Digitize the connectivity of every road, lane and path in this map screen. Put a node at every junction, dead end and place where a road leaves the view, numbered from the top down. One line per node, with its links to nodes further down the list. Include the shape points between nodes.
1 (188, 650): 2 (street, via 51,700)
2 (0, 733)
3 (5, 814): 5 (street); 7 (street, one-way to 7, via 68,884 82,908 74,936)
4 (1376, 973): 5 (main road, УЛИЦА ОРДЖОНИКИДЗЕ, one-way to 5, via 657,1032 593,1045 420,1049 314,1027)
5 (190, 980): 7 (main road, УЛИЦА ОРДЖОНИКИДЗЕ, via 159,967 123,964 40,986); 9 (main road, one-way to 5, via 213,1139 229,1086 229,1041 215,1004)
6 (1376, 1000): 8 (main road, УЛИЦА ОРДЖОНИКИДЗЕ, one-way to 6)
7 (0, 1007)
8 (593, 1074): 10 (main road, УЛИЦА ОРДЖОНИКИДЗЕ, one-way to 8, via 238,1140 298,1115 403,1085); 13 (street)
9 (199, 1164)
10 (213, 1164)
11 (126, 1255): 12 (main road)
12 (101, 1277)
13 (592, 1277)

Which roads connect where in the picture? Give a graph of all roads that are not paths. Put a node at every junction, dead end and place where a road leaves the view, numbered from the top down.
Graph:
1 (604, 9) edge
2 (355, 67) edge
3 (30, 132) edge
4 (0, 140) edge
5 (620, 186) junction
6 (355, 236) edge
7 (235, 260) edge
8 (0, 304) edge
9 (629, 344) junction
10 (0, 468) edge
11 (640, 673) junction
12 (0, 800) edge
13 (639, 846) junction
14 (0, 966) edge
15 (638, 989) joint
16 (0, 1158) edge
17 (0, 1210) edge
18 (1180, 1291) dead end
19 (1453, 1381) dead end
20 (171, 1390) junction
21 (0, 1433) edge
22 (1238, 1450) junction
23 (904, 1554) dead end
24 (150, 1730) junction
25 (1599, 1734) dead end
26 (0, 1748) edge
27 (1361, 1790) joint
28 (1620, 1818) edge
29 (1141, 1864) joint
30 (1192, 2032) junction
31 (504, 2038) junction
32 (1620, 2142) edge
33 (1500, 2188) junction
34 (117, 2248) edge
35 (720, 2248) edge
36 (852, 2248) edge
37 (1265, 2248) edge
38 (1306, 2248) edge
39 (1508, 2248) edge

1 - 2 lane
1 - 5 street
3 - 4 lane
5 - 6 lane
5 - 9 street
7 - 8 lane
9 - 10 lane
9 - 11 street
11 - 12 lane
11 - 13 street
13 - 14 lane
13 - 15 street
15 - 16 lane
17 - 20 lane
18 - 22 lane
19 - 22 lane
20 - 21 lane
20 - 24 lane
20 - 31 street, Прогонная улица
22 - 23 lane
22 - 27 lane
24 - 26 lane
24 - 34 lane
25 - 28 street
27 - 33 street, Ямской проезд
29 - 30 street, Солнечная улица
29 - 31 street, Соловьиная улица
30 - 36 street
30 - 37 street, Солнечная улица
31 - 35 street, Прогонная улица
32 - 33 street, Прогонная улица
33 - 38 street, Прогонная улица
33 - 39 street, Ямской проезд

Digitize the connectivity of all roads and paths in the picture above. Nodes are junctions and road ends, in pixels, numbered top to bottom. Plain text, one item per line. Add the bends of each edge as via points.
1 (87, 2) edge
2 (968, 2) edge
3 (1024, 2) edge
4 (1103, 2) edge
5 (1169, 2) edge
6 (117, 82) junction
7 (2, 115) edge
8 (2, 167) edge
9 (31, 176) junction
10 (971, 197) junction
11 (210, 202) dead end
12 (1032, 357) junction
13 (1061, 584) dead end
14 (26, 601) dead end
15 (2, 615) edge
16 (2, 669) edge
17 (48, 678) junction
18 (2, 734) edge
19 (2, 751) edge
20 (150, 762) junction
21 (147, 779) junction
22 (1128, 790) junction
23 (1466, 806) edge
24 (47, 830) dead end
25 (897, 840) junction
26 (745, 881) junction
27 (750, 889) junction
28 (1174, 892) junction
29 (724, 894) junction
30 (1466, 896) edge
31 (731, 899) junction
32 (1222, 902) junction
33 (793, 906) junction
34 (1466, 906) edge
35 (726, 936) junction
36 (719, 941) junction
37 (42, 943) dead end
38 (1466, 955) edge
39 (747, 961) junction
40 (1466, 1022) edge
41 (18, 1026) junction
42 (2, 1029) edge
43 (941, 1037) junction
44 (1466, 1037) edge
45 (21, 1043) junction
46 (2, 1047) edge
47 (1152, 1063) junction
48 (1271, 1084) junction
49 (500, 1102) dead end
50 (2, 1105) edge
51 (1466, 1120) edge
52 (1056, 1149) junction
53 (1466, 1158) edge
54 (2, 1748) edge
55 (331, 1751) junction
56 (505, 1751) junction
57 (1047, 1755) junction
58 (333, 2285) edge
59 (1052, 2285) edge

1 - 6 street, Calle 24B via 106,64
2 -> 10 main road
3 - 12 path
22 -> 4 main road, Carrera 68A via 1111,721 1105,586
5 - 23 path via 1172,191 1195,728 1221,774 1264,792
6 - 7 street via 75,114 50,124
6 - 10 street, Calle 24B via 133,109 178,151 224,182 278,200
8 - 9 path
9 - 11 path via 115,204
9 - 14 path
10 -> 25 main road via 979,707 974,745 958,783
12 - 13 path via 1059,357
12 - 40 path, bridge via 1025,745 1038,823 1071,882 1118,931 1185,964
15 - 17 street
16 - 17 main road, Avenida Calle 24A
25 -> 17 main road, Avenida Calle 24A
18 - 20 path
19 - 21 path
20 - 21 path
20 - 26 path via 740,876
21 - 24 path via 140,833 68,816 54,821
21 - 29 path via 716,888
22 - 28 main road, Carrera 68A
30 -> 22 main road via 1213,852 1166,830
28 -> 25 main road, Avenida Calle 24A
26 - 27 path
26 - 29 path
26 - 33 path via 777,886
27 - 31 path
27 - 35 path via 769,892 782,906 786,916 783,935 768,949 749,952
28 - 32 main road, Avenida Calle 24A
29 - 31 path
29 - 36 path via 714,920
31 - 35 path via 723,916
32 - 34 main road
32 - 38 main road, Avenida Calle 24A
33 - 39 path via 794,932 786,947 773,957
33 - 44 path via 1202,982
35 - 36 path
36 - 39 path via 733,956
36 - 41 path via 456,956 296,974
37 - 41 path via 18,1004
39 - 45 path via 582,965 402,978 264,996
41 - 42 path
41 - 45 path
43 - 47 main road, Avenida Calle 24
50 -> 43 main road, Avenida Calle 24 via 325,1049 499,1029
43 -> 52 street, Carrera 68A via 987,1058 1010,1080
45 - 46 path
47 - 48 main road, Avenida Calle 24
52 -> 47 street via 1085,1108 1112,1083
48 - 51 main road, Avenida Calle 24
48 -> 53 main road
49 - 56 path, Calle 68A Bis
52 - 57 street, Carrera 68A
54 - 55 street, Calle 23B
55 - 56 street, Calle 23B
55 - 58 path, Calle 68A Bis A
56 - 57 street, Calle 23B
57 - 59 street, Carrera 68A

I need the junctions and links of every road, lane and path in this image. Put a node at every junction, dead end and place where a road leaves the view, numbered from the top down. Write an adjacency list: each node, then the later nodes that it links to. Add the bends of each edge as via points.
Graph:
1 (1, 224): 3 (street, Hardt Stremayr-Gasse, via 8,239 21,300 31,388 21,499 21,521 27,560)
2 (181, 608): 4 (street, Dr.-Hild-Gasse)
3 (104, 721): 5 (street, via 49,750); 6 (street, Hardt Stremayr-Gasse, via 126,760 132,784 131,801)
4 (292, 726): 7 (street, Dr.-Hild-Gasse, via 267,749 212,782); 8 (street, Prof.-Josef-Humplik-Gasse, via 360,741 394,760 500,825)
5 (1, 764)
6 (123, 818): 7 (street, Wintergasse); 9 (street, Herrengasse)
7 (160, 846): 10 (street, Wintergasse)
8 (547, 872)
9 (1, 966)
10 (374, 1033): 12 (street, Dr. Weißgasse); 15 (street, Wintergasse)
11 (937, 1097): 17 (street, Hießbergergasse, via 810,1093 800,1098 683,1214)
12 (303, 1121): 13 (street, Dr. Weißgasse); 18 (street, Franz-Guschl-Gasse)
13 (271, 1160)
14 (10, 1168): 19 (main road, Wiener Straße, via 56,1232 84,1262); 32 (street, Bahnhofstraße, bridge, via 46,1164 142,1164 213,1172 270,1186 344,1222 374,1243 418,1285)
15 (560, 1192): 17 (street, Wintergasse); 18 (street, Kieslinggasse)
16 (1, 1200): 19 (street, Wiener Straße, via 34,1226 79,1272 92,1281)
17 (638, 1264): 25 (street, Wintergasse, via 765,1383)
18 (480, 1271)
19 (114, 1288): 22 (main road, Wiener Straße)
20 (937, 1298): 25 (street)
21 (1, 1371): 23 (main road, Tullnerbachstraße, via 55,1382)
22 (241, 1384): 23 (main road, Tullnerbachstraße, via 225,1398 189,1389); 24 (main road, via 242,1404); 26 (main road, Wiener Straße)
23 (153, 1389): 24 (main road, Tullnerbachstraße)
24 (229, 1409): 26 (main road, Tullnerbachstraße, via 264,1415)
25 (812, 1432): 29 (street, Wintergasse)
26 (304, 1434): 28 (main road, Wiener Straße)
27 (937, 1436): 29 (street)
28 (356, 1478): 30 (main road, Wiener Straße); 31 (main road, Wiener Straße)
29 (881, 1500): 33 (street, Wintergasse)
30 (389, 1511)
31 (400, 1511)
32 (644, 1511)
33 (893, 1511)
────
→ WORK TO BE COMPLETED:
Could you please copy the lines above exactly, beginning at the first and ending at the line that contains "Which roads connect"?

→ SOLUTION FOR THIS PROBLEM:
Digitize the connectivity of every road, lane and path in this map screen. Put a node at every junction, dead end and place where a road leaves the view, numbered from the top down. One line per node, with its links to nodes further down the list. Include the shape points between nodes.
1 (188, 650): 2 (street, via 51,700)
2 (0, 733)
3 (5, 814): 5 (street); 7 (street, one-way to 7, via 68,884 82,908 74,936)
4 (1376, 973): 5 (main road, УЛИЦА ОРДЖОНИКИДЗЕ, one-way to 5, via 657,1032 593,1045 420,1049 314,1027)
5 (190, 980): 7 (main road, УЛИЦА ОРДЖОНИКИДЗЕ, via 159,967 123,964 40,986); 9 (main road, one-way to 5, via 213,1139 229,1086 229,1041 215,1004)
6 (1376, 1000): 8 (main road, УЛИЦА ОРДЖОНИКИДЗЕ, one-way to 6)
7 (0, 1007)
8 (593, 1074): 10 (main road, УЛИЦА ОРДЖОНИКИДЗЕ, one-way to 8, via 238,1140 298,1115 403,1085); 13 (street)
9 (199, 1164)
10 (213, 1164)
11 (126, 1255): 12 (main road)
12 (101, 1277)
13 (592, 1277)

Which roads connect where in the picture? Give a graph of all roads that are not paths. Put a node at every junction, dead end and place where a road leaves the view, numbered from the top down.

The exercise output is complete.